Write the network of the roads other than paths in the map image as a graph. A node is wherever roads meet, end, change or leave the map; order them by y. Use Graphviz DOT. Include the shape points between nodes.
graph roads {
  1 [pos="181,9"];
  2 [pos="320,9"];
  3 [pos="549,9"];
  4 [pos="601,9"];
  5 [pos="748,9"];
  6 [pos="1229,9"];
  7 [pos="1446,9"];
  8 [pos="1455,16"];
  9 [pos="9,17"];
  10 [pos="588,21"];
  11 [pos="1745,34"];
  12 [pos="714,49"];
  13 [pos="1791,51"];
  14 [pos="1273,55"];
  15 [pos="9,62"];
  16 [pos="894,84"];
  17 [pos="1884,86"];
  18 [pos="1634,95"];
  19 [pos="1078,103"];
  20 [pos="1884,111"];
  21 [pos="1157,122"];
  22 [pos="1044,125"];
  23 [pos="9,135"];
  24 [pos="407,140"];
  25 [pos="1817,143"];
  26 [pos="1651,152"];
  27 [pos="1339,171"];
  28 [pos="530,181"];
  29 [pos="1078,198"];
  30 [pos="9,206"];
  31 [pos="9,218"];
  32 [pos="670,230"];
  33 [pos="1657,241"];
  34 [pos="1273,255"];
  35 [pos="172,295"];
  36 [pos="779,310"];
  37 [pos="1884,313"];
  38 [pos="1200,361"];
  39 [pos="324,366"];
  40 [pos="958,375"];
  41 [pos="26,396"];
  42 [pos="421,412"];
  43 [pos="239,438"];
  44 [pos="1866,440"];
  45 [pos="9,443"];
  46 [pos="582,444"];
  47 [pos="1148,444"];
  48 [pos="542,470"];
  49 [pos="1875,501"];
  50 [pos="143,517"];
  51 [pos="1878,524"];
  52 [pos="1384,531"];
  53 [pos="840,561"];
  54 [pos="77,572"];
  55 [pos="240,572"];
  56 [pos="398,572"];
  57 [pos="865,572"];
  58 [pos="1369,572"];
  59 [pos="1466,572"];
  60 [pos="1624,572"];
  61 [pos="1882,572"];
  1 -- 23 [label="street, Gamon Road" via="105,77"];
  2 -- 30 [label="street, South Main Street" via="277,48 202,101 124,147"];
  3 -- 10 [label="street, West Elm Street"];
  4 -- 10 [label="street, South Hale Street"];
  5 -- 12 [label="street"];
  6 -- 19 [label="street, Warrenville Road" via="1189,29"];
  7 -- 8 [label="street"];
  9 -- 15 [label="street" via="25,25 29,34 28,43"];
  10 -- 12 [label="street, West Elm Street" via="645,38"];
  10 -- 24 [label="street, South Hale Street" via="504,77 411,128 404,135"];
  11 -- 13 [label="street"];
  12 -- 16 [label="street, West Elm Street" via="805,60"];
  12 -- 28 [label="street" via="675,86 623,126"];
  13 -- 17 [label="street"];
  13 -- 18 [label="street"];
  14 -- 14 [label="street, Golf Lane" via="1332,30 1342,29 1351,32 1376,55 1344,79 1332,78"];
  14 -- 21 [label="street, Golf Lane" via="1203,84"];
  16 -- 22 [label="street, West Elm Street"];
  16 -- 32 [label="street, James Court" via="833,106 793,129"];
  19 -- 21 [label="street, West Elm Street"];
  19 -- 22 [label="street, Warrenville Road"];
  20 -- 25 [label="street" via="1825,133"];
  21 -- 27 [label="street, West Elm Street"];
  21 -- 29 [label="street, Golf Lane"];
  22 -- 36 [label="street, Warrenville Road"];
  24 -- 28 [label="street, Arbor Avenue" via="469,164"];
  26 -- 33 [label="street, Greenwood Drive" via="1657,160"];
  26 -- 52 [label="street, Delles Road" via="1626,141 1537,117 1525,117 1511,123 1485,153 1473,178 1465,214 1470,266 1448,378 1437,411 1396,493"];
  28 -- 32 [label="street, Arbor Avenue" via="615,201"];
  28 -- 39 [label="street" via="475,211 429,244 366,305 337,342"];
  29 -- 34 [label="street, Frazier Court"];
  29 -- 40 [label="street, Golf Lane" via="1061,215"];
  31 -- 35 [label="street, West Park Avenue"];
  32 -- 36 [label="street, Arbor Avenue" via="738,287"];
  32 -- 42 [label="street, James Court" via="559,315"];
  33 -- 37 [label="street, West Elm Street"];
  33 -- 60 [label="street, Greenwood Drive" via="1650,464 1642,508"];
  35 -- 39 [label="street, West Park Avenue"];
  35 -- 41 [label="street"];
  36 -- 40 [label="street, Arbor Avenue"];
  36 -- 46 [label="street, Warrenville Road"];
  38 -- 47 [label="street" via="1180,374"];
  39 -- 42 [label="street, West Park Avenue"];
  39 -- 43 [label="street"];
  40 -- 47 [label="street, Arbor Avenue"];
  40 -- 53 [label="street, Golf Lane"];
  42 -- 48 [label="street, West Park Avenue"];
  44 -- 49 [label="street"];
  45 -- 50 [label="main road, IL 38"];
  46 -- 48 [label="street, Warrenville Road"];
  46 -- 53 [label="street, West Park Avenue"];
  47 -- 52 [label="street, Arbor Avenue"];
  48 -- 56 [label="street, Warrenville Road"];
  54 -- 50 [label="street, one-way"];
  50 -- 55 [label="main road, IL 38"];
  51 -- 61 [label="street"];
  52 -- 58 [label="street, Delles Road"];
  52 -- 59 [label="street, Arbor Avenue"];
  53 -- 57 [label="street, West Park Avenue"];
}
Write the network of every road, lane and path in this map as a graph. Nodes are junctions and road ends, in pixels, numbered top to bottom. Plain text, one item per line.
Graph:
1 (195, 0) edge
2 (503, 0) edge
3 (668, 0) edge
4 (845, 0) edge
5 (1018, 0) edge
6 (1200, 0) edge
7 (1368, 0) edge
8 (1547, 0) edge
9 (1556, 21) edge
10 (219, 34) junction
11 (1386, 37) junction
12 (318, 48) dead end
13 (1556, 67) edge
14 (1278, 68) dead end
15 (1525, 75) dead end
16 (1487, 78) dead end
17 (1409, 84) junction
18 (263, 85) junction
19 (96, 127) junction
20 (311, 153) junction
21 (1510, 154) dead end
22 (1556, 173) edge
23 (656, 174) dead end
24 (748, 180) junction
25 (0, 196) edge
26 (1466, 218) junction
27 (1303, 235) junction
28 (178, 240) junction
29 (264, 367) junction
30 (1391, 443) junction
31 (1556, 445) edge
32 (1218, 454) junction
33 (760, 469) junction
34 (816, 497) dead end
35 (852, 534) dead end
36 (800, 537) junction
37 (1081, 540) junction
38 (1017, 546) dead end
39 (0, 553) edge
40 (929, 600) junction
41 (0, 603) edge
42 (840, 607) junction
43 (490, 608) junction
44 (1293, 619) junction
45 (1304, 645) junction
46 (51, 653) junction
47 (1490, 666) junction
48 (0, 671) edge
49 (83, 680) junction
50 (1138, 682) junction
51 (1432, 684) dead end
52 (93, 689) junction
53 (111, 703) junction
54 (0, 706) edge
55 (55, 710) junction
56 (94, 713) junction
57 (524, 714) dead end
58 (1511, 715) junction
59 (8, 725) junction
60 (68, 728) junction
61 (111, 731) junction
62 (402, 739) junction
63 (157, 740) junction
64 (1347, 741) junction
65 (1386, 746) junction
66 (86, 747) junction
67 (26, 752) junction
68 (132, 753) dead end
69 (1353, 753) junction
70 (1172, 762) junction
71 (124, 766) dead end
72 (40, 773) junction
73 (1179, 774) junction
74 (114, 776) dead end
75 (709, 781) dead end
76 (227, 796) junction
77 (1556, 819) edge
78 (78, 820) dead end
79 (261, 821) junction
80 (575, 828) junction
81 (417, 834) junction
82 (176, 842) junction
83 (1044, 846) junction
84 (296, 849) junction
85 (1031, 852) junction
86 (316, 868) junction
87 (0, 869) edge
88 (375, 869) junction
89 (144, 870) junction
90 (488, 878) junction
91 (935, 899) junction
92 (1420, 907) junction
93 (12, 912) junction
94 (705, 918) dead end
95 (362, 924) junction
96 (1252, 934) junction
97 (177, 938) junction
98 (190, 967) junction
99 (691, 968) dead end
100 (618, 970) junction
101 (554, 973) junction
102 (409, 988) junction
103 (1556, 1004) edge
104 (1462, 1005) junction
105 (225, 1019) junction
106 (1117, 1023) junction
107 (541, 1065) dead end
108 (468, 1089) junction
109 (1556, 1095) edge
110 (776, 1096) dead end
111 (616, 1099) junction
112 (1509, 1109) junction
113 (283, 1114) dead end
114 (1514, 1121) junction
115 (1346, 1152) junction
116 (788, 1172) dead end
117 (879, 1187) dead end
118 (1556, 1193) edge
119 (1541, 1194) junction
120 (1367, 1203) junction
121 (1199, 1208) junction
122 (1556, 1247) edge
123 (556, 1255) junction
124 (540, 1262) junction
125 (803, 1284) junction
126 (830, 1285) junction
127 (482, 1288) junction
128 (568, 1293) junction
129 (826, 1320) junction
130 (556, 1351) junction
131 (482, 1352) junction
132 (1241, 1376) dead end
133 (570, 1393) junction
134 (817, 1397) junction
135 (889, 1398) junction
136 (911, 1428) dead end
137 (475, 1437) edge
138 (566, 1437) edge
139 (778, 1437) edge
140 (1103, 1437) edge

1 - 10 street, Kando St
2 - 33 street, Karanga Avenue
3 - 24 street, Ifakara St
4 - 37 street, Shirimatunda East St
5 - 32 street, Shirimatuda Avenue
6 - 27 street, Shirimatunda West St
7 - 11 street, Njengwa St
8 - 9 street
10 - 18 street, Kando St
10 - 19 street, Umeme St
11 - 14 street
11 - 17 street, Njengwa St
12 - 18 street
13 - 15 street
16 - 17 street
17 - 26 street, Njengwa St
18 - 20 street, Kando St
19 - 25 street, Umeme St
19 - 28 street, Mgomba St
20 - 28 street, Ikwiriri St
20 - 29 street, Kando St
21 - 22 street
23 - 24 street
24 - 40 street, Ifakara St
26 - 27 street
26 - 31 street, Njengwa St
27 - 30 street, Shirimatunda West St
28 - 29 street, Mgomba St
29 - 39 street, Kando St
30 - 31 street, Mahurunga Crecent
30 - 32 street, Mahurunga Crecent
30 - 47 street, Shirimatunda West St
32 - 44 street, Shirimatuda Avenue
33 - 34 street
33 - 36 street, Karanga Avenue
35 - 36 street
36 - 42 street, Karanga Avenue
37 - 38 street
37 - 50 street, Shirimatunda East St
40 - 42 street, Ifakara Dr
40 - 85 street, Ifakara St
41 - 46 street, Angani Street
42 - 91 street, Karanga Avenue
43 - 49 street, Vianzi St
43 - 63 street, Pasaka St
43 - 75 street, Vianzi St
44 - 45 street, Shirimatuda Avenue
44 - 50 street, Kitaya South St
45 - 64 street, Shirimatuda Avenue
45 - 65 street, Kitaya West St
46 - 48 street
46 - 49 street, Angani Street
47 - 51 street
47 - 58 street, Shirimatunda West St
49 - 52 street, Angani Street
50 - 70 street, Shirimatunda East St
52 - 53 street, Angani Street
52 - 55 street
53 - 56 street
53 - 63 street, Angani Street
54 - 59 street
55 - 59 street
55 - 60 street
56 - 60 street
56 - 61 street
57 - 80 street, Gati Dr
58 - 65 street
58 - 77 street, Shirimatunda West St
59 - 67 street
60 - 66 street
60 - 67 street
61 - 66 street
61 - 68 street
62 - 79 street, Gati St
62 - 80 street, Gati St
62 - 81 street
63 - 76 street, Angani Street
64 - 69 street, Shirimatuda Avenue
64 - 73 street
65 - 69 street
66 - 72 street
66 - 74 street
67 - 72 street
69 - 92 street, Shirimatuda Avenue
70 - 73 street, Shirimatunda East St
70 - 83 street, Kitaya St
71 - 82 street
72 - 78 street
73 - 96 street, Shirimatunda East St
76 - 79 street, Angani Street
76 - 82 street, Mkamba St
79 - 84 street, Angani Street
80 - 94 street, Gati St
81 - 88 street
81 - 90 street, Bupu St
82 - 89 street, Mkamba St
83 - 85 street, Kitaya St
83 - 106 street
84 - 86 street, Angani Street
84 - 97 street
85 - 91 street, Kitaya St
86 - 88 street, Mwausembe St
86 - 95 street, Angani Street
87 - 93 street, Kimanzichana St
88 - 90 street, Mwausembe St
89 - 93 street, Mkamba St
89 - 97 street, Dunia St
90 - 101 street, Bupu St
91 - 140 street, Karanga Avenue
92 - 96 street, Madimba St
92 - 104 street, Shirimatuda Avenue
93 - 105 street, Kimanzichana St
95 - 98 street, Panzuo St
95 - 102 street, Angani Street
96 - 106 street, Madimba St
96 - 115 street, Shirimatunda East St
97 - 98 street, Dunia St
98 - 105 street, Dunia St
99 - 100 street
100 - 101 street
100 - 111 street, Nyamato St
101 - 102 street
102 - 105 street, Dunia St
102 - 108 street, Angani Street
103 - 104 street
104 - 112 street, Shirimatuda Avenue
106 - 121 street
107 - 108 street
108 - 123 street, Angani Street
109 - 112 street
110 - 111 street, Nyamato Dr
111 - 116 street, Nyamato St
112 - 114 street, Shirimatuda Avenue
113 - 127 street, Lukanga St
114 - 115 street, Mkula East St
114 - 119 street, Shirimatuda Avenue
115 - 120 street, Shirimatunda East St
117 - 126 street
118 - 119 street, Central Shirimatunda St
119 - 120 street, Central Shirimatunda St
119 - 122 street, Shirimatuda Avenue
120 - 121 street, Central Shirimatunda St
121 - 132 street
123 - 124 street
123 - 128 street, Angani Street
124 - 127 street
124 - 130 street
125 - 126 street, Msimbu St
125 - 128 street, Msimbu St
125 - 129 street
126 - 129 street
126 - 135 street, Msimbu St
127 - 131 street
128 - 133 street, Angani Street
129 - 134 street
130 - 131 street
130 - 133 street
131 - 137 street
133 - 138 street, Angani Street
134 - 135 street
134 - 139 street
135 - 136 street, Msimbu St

§ **TO DO**
Output each line of the listing above that has "Warrenville".

§ **TASK ANSWER**
  6 -- 19 [label="street, Warrenville Road" via="1189,29"];
  19 -- 22 [label="street, Warrenville Road"];
  22 -- 36 [label="street, Warrenville Road"];
  36 -- 46 [label="street, Warrenville Road"];
  46 -- 48 [label="street, Warrenville Road"];
  48 -- 56 [label="street, Warrenville Road"];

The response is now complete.